In tests, they set the AI playing games such as Super Mario and a basic 3D shooting game called VizDoom, and in the games, it displayed a propensity for exploring its environment.
“Recent success in AI, specifically in reinforcement learning (RL), mostly relies on having explicit dense supervision — such as rewards from the environment that can be positive or negative,” Deepak Pathak, a researcher on the project, told Digital Trends. “For example, most RL algorithms need access to the dense score when learning to play computer games. It is easy to construct a dense reward structure in such games, but one cannot assume the availability of an explicit dense reward-based supervision in the real world with similar ease.”
But given that Super Mario is — last time we checked — a game, how does this differ from AI like the DeepMind artificial intelligence that learned to play Atari games? According to Pathak, the answer is in its approach to what it is doing. Rather than simply trying to complete a game, it sets out to find novel things to do.
“The major contribution of this work is showing that curiosity-driven intrinsic motivation allows the agent to learn even when rewards are absent,” he said.

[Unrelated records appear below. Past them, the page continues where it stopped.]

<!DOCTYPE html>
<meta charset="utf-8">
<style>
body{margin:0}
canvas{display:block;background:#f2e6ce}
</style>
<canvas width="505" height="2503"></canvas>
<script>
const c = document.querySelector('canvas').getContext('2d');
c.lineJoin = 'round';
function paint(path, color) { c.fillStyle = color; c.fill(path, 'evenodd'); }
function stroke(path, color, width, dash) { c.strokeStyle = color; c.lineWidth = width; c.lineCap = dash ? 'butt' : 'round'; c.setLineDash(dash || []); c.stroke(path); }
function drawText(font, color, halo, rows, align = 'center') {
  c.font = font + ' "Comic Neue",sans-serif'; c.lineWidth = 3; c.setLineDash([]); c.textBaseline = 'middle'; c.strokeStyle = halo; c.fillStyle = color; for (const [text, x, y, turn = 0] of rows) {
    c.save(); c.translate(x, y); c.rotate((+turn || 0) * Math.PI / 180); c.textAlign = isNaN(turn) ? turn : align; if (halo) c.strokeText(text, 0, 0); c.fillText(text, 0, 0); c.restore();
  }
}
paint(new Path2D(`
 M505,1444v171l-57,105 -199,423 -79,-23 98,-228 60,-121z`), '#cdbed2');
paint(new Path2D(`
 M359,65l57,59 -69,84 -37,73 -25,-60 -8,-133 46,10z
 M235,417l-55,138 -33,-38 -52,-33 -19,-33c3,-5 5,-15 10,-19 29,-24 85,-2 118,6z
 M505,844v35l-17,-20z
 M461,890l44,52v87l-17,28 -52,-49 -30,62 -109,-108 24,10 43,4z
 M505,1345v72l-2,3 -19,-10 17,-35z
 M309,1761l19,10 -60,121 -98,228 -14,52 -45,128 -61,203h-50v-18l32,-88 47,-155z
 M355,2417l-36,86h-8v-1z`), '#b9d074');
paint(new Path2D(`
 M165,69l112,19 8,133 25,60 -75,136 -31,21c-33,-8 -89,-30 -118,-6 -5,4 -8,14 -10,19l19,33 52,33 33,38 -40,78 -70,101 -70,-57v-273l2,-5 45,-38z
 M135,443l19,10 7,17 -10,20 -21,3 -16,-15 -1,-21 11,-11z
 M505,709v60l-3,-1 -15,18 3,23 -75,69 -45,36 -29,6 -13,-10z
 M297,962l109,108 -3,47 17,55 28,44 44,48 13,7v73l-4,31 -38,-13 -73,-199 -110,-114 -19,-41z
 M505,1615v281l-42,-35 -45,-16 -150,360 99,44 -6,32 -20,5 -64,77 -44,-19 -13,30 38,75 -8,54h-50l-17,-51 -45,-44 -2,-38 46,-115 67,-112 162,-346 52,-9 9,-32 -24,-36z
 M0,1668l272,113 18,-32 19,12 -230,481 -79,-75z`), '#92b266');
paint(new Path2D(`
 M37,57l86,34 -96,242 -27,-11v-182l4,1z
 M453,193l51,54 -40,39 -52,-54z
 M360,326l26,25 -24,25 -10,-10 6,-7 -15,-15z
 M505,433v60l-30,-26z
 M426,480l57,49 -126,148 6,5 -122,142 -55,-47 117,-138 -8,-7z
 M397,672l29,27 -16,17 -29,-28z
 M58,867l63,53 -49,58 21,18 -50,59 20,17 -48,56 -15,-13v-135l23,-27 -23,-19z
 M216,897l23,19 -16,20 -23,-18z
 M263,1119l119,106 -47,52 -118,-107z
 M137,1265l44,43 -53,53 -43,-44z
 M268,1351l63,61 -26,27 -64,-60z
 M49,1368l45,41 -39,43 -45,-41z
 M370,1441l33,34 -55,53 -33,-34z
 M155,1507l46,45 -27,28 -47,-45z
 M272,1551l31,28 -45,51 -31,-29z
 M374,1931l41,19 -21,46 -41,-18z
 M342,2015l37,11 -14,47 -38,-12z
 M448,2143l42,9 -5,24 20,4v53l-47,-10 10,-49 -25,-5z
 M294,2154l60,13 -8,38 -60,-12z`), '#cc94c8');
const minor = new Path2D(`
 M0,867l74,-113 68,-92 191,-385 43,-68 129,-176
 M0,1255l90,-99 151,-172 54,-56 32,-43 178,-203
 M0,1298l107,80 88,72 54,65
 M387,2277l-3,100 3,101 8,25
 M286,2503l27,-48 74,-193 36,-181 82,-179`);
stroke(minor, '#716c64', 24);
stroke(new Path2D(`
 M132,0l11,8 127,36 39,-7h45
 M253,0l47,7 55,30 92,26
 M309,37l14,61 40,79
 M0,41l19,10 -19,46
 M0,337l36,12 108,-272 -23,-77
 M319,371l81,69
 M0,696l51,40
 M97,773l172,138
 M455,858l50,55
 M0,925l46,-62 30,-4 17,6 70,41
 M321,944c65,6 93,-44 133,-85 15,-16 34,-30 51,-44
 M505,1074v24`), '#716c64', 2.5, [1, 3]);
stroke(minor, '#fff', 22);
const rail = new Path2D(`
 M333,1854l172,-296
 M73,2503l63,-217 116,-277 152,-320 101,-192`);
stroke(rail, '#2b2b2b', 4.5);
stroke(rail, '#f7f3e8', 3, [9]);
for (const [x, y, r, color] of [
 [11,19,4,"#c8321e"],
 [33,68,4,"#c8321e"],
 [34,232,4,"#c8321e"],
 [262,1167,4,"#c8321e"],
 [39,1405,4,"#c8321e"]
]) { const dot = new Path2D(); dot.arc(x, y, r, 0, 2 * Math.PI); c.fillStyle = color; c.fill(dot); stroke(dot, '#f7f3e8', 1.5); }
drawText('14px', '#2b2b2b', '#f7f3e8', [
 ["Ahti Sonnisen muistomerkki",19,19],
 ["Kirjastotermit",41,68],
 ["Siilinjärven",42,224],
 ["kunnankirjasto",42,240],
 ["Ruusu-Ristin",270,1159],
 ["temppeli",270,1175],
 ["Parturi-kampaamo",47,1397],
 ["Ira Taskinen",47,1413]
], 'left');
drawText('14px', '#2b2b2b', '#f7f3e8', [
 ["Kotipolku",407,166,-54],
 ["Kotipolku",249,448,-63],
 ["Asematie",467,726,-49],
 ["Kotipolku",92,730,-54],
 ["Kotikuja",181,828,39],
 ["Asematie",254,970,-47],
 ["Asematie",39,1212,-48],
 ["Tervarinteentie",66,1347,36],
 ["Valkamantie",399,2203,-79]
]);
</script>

This, he notes, is similar to the way we show curiosity as humans. “Babies entertain themselves by picking up random objects and playing with toys,” Pathak continued. “In doing so, they are driven by their innate curiosity, and not by external rewards or the desire to achieve a goal. Their intrinsic motivation to explore new, interesting spaces and objects not only helps them learn more about their immediate surroundings, but also learn more generalizable skills. Hence, reducing the dependence on dense supervision from the environment with an intrinsic motivation to drive progress is a fundamental problem.”
Although it’s still relatively early in the project, the team now wants to build on its research by applying the ideas to real robots.
“Curiosity signal would help the robots explore their environment efficiently by visiting novel states, and develop skills that could be transferred to different environments,” Pathak said. “For example, the VizDoom agent learns to navigate hallways, and avoid collisions or bumping into walls on its own, only by curiosity, and these skills generalize to different maps and textures.”